Hi! I am Sandy Sheppard, master cake decorator, and I am here to show you today how to prepare your pan for baking your cakes. Now, there are few different methods of doing this and I would like to share a couple of those with you and then I would like to show you my way, it's my video after all, right?
One method is to use Crisco and spread it on your pans, and dump in flour. Another, which is slightly easier, is to use oil. This is just regular vegetable oil. I actually use canola because it's lower in saturated fats, and everyone is concerned about that these days. But, you paint on your pan with the vegetable oil, this is just a normal pastry brush, which you can buy in your grocery stores or department stores.
Now, I am not going to do it all the way, but then you are going to take some flour. This is just general all purpose flour, put some of it in your pan and start taping your pans until it goes all the way around, and with my cakes, I need it up on the sides as well. If you're using a chiffon cake or an angle food cake, you would leave this step out entirely, you do not want to grease or flour your pans and then you dump out the excess.
Now, if you happened to have a pan there, ready to catch, it's okay, but it's messier and of course I haven't got spots in my pans, so it's a little bit trickier of the technique. I would like to show you my method of doing it.
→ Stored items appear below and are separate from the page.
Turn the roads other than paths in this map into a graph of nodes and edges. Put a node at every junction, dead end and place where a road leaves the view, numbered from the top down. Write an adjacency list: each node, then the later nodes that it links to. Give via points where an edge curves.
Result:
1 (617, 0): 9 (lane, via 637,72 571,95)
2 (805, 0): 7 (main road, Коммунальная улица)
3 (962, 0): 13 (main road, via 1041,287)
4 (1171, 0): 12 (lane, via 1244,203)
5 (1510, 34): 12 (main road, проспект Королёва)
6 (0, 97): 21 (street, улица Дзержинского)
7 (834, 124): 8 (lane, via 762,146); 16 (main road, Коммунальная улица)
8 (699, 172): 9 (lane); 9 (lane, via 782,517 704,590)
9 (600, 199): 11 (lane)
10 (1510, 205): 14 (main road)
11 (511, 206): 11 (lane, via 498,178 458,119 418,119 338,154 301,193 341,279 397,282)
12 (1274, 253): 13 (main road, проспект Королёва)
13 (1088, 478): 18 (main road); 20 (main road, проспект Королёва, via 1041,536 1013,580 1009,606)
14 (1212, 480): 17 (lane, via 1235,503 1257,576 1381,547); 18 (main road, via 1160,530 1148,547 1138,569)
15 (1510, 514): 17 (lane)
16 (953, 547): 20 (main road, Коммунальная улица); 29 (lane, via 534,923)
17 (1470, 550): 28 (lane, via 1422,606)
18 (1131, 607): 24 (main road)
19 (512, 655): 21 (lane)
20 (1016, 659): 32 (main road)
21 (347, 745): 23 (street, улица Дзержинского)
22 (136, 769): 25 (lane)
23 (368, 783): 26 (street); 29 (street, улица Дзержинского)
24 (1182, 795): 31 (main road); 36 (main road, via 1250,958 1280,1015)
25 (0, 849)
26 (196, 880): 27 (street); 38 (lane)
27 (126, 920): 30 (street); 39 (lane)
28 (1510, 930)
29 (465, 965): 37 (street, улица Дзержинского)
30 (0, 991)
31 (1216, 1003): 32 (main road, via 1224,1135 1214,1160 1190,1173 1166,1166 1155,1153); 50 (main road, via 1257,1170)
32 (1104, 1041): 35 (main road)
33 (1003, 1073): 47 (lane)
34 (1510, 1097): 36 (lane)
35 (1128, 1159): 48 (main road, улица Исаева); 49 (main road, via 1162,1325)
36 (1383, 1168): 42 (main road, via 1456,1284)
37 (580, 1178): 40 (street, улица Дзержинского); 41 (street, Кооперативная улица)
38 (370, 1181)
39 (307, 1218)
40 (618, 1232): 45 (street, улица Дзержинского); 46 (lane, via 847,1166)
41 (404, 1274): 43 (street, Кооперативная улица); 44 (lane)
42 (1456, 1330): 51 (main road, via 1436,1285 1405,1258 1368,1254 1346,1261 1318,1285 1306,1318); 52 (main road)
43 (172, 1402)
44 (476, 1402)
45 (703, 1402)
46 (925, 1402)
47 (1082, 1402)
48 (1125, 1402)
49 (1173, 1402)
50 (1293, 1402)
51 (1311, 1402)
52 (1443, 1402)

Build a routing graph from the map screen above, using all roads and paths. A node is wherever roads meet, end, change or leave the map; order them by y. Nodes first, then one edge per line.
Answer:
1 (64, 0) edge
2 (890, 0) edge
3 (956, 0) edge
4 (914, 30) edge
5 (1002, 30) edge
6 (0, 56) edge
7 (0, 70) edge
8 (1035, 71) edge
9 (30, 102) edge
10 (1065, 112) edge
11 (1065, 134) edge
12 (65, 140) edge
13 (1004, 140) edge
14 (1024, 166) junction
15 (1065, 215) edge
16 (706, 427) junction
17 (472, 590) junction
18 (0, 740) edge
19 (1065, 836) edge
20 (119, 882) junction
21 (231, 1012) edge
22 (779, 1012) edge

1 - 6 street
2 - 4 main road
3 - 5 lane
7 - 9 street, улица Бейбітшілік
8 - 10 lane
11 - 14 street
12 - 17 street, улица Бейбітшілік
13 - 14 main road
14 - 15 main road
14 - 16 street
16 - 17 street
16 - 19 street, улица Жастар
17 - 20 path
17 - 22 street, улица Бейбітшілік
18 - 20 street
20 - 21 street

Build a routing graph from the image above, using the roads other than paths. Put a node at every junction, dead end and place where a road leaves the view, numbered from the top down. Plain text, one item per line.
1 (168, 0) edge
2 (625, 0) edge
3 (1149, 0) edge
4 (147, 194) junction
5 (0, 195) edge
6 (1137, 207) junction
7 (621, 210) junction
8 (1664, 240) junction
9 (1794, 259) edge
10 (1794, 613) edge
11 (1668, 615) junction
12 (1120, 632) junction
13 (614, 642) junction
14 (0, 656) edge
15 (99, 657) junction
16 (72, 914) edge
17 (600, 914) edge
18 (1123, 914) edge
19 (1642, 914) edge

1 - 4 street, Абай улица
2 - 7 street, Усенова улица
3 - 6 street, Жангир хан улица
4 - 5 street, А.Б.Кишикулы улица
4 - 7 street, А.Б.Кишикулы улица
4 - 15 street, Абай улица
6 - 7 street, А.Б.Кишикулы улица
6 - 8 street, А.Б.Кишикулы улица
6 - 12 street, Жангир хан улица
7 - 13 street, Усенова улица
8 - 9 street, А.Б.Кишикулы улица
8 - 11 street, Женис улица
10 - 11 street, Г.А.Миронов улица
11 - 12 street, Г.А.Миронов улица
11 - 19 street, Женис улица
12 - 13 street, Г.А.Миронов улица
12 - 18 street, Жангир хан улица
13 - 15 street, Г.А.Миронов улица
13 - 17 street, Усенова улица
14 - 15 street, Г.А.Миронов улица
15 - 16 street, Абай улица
This is not Crisco; this is my special recipe of pan grease. It's interesting little look, it's very simple. It's one cup of all purpose flour, one cup of Crisco shortening and one-half of the cup of vegetable oil and I use my pastry brush just like I did with that, and spread it on. Go up the sides of the pan, and make sure you don't have any shiny spots. If there is a spot that's a little shiny that means you have messed it. So go back and catch that, and then you are ready for baking and I will show you how to fill the pan properly on our next video.